• _EXERCISE DESCRIPTION_
For the entries below, state how many lines contain the word "Zambrana" and add nothing else.

*** RECORDS FOR THE EXERCISE ***

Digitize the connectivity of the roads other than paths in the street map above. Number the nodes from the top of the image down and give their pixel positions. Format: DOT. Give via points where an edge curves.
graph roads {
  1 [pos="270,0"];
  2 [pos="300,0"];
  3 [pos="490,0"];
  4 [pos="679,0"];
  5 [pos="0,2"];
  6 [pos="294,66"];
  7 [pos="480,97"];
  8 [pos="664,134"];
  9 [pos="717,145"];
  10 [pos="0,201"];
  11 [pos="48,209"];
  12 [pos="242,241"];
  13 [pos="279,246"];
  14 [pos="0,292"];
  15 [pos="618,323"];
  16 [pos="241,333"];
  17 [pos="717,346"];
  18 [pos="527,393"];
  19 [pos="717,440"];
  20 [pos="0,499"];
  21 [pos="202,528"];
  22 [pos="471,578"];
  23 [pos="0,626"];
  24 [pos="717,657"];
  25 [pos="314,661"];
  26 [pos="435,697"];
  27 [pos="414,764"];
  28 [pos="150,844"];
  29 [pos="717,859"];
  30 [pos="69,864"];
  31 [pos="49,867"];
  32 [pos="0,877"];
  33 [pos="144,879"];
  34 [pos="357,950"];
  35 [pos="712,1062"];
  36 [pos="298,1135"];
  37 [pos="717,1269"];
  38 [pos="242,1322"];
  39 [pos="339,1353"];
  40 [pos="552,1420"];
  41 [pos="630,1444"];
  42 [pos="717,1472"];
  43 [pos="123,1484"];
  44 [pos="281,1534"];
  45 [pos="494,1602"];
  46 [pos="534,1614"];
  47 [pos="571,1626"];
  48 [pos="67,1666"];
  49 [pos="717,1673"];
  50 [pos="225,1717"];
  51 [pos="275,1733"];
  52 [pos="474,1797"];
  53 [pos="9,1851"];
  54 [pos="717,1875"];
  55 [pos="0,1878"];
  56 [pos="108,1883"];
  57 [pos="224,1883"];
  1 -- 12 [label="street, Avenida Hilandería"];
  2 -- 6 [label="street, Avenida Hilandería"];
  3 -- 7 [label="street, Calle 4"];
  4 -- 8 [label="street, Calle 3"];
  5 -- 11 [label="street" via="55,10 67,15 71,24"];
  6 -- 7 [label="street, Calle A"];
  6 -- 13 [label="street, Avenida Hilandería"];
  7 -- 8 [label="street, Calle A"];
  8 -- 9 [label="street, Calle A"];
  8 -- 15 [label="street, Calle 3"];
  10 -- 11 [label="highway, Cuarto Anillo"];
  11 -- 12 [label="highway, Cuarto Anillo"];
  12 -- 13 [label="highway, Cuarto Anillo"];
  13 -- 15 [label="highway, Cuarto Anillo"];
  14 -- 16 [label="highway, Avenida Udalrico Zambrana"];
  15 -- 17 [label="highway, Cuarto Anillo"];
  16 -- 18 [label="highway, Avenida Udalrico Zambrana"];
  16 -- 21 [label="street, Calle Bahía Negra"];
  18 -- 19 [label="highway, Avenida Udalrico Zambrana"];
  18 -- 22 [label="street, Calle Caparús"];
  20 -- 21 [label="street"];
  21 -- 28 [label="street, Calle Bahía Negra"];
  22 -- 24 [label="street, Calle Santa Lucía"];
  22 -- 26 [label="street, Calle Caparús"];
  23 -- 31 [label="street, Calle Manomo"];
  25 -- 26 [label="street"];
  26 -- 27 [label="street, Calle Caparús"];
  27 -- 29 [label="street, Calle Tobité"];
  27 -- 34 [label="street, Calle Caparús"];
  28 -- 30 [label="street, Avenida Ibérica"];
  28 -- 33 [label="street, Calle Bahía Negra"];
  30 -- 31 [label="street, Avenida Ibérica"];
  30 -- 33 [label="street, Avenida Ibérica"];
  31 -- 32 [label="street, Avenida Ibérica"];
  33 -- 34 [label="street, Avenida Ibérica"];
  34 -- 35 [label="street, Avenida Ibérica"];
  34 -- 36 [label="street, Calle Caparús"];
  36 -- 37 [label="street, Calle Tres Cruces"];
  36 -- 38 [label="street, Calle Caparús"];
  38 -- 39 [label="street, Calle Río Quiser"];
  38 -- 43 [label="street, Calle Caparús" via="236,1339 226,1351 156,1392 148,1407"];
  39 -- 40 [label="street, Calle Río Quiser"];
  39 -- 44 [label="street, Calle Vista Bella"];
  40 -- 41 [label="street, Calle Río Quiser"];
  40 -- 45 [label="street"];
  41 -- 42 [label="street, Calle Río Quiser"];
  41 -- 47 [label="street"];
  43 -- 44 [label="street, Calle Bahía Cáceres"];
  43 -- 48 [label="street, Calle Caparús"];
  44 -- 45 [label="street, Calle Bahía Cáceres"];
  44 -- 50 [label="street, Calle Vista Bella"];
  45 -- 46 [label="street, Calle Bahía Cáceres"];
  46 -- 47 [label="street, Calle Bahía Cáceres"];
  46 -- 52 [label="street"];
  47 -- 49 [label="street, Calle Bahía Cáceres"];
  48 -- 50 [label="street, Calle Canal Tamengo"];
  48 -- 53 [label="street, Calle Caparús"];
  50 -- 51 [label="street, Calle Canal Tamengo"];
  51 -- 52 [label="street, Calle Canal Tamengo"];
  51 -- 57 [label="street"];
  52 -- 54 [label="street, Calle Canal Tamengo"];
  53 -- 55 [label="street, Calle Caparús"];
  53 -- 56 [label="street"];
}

*** End of RECORDS FOR THE EXERCISE ***
*** RECORDS FOR THE EXERCISE ***

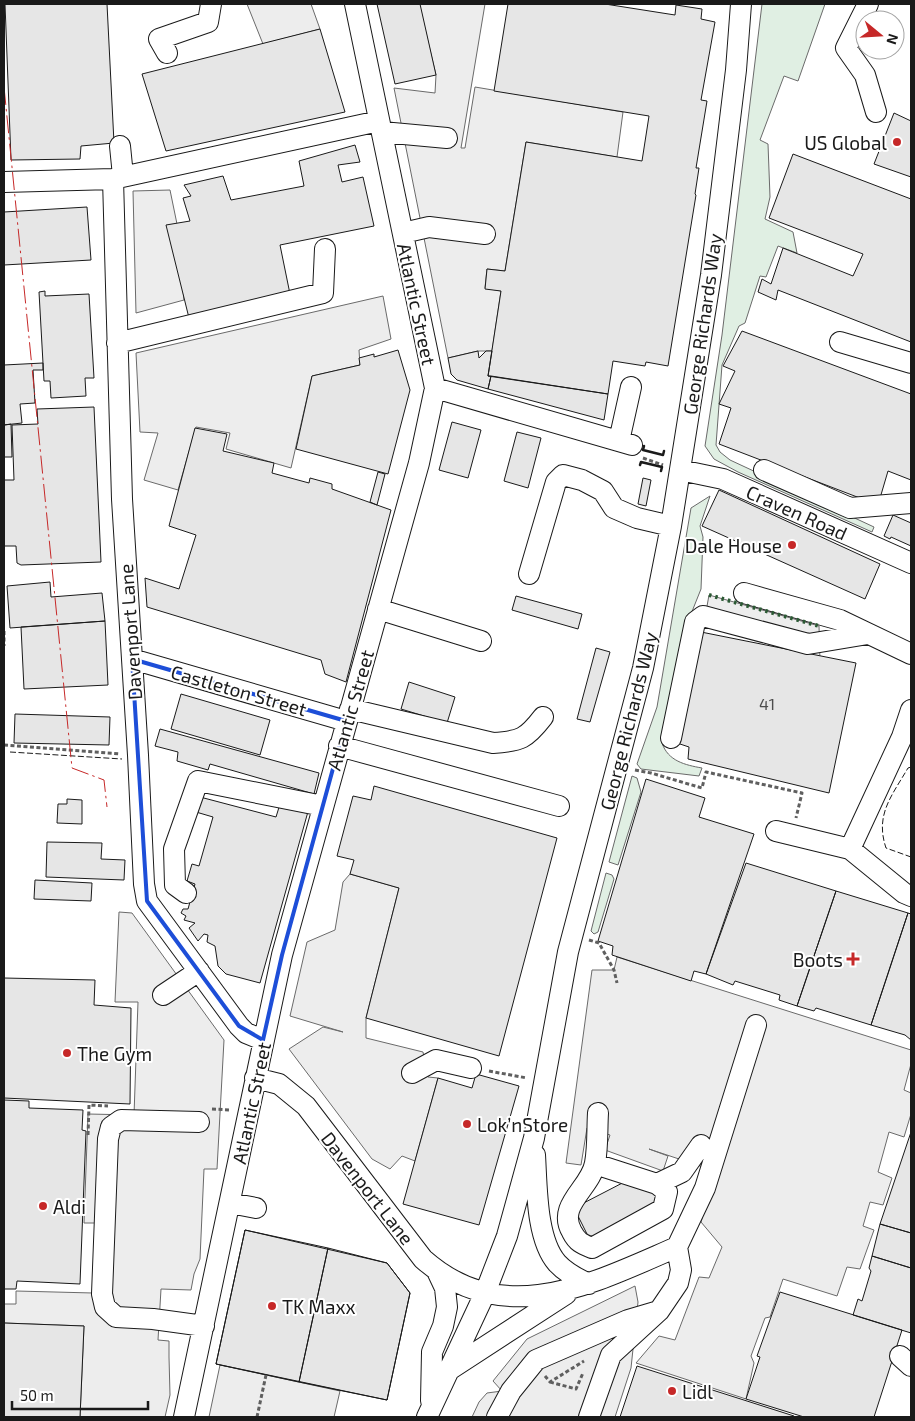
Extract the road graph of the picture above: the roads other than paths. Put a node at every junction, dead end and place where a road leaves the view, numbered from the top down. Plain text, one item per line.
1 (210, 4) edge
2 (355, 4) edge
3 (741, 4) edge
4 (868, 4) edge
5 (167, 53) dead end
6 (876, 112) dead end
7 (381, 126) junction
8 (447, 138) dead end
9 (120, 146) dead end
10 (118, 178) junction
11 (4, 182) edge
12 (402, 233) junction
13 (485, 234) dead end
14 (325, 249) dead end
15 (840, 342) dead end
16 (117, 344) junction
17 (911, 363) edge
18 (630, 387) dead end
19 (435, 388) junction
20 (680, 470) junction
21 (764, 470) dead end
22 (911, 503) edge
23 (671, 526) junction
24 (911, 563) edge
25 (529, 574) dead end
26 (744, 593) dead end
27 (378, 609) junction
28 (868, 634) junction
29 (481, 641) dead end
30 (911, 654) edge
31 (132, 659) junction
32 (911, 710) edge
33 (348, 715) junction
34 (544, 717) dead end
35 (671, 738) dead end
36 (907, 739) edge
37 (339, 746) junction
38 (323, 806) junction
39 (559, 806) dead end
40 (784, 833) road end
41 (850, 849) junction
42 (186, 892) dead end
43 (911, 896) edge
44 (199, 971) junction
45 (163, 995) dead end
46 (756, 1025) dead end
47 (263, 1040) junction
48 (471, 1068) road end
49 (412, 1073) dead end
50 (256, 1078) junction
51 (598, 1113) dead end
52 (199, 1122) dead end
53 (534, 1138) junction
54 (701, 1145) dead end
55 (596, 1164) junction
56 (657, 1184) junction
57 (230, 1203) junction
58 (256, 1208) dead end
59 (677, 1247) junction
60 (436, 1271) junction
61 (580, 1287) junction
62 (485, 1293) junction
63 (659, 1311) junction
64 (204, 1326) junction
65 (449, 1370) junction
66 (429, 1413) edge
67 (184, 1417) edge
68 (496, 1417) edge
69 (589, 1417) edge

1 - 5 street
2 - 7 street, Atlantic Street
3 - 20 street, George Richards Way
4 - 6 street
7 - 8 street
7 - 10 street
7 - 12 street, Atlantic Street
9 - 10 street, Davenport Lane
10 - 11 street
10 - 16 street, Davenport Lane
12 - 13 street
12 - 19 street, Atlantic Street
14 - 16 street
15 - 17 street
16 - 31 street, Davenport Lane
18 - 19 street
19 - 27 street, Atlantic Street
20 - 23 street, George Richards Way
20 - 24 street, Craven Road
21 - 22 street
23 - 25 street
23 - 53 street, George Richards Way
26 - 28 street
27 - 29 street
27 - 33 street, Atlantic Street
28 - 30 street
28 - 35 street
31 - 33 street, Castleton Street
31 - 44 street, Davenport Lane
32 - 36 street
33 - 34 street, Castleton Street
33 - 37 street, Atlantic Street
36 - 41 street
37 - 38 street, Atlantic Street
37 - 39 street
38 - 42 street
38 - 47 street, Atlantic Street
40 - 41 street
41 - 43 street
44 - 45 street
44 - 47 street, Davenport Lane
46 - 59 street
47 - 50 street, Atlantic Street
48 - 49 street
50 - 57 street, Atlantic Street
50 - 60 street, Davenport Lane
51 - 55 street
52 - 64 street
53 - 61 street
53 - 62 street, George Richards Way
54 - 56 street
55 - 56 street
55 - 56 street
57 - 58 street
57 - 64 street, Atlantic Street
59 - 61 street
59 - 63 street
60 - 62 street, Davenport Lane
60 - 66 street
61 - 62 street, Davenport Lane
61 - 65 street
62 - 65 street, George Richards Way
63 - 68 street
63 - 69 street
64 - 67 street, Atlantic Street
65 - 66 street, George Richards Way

*** End of RECORDS FOR THE EXERCISE ***

• _SOLUTION_
3